*** Opening of Provided data ***

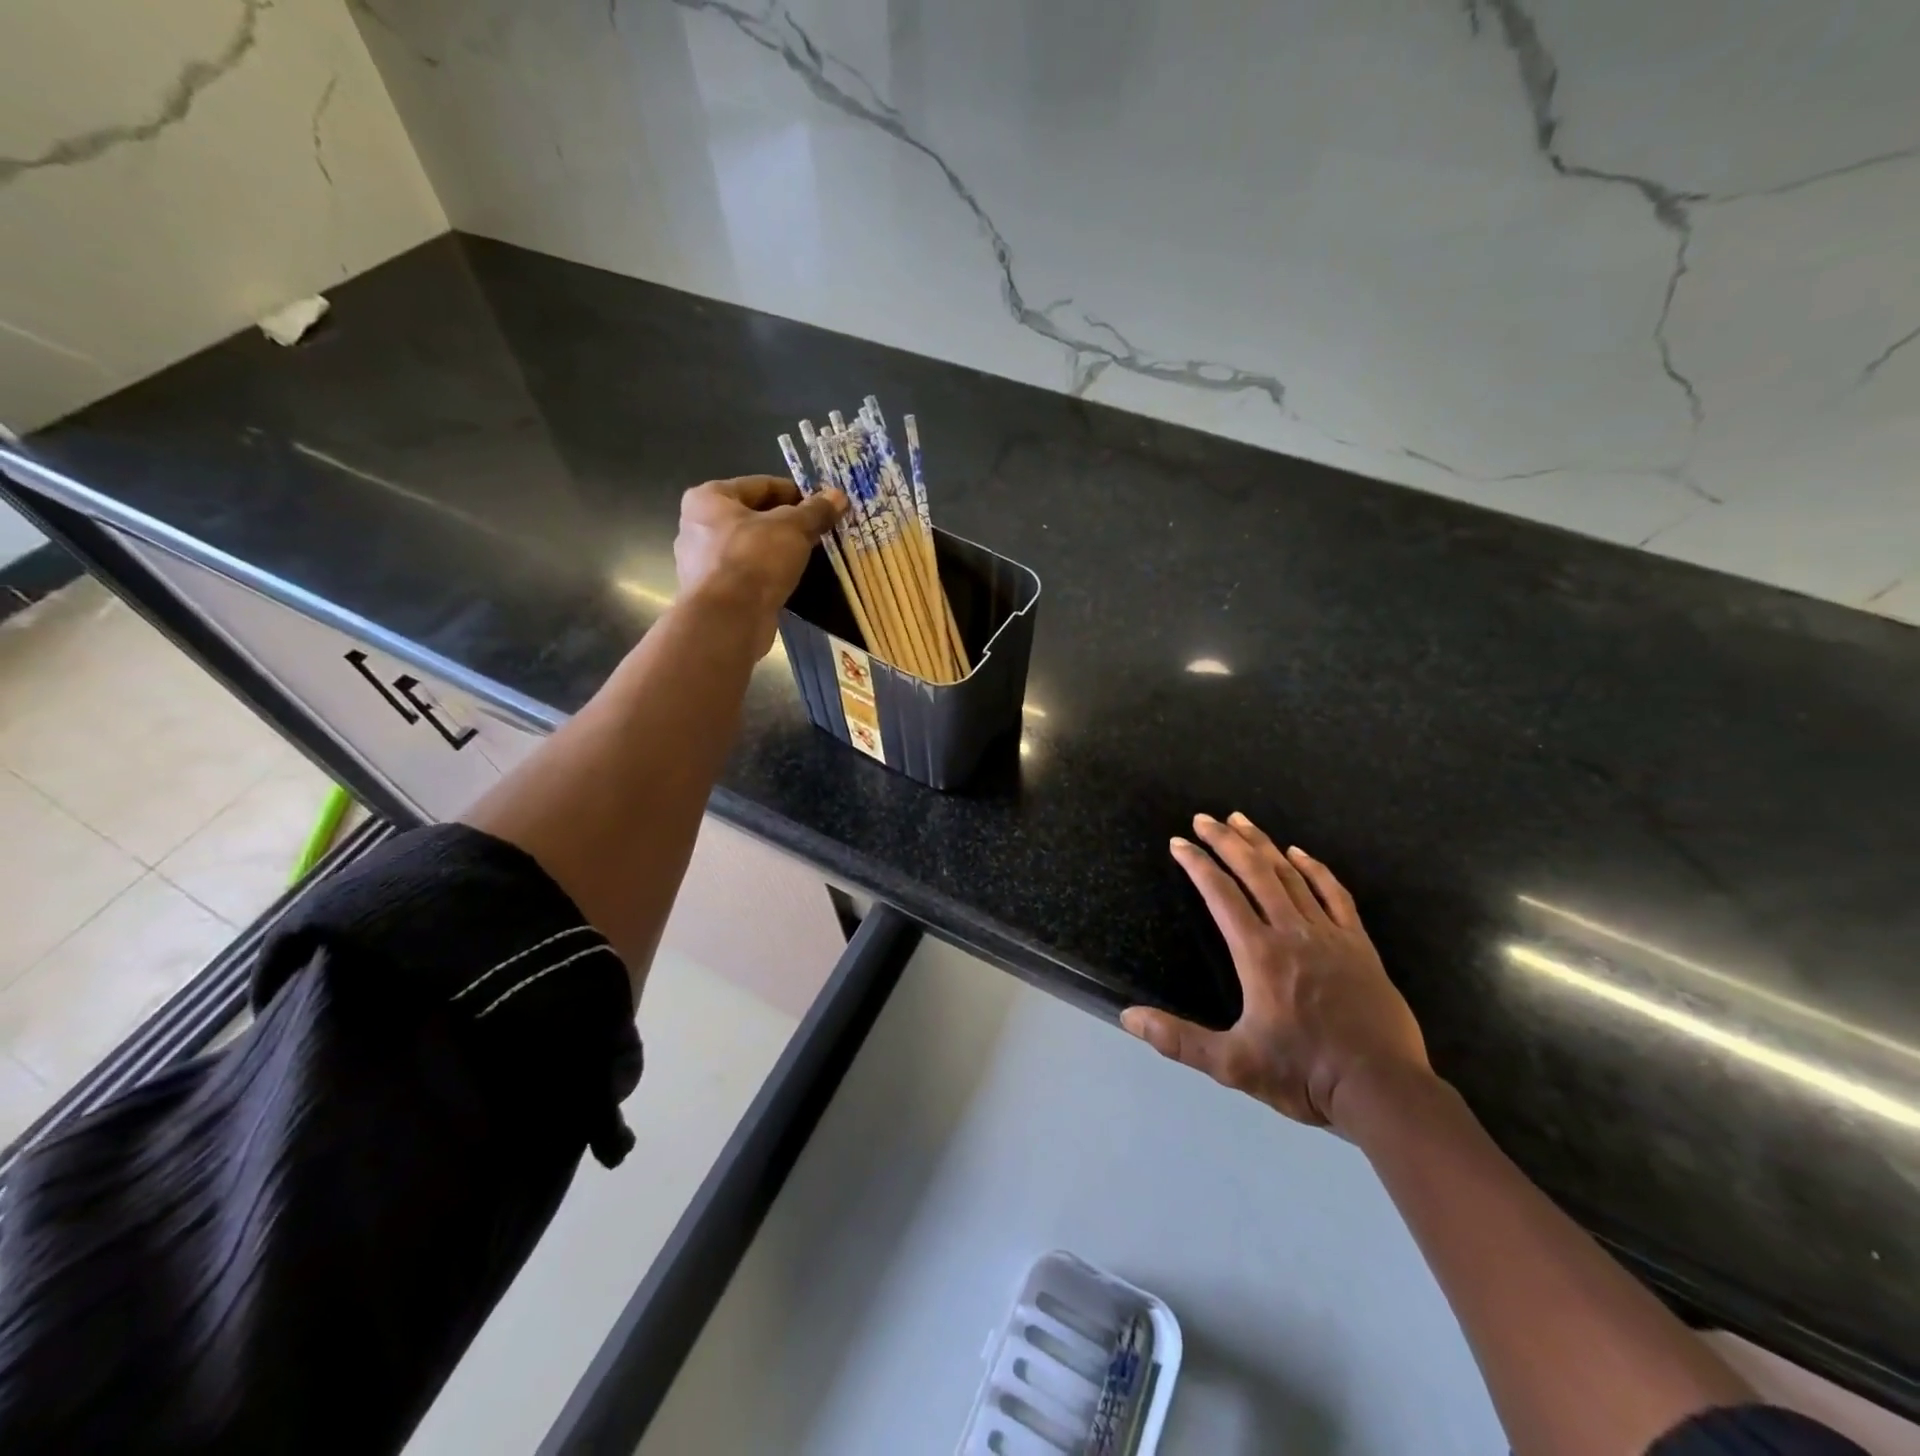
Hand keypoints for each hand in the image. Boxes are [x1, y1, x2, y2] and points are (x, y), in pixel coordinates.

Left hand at [673, 476, 845, 646]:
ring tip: (808, 555)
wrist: (728, 620)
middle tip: (819, 530)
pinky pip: (747, 574)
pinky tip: (789, 579)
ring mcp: (702, 563)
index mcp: (708, 499)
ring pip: (750, 547)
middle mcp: (698, 527)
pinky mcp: (713, 594)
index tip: (821, 504)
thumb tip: (838, 495)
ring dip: (777, 550)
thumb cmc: (754, 560)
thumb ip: (815, 511)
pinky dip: (767, 574)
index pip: (760, 485)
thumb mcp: (792, 528)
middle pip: (753, 516)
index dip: (794, 492)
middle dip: (787, 523)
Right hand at [1121, 813, 1429, 1133]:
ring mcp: (1329, 935)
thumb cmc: (1304, 1074)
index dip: (1196, 864)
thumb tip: (1128, 1017)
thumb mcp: (1233, 1064)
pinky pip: (1334, 894)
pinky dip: (1314, 869)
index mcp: (1258, 954)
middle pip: (1255, 872)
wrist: (1383, 1090)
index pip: (1221, 894)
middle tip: (1204, 818)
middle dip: (1225, 841)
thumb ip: (1179, 1040)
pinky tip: (1299, 853)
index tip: (1178, 843)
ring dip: (1262, 845)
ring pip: (1290, 876)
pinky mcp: (1359, 945)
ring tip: (1241, 820)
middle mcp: (1291, 933)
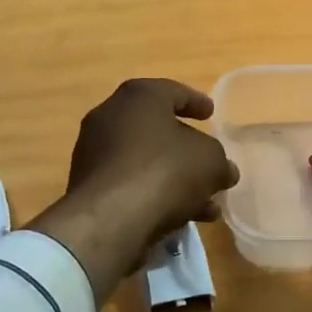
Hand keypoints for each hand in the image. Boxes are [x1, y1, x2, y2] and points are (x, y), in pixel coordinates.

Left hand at [28, 79, 239, 302]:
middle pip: (156, 128)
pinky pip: (130, 184)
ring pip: (144, 161)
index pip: (172, 91)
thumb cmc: (165, 170)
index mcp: (138, 97)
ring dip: (174, 178)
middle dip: (186, 148)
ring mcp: (93, 152)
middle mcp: (109, 117)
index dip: (196, 102)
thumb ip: (219, 161)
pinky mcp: (87, 187)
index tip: (211, 113)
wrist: (110, 219)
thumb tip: (224, 170)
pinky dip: (154, 194)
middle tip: (208, 160)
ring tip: (205, 204)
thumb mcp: (210, 161)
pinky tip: (181, 219)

*** Close of Provided data ***

** Assigned task **
Working from the material above, retype exactly the lines from the one with "index dip: (1196, 864)" through the one with "middle dip: (1225, 841)", both included, and only those lines.

** Task answer **
index dip: (1196, 864)
thumb tip: (1128, 1017)
thumb mcp: (1233, 1064)
pinky pip: (1334, 894)
pinky dip: (1314, 869)
index mcp: (1258, 954)
middle pip: (1255, 872)
wrist: (1383, 1090)
index pip: (1221, 894)
middle tip: (1204, 818)
middle dip: (1225, 841)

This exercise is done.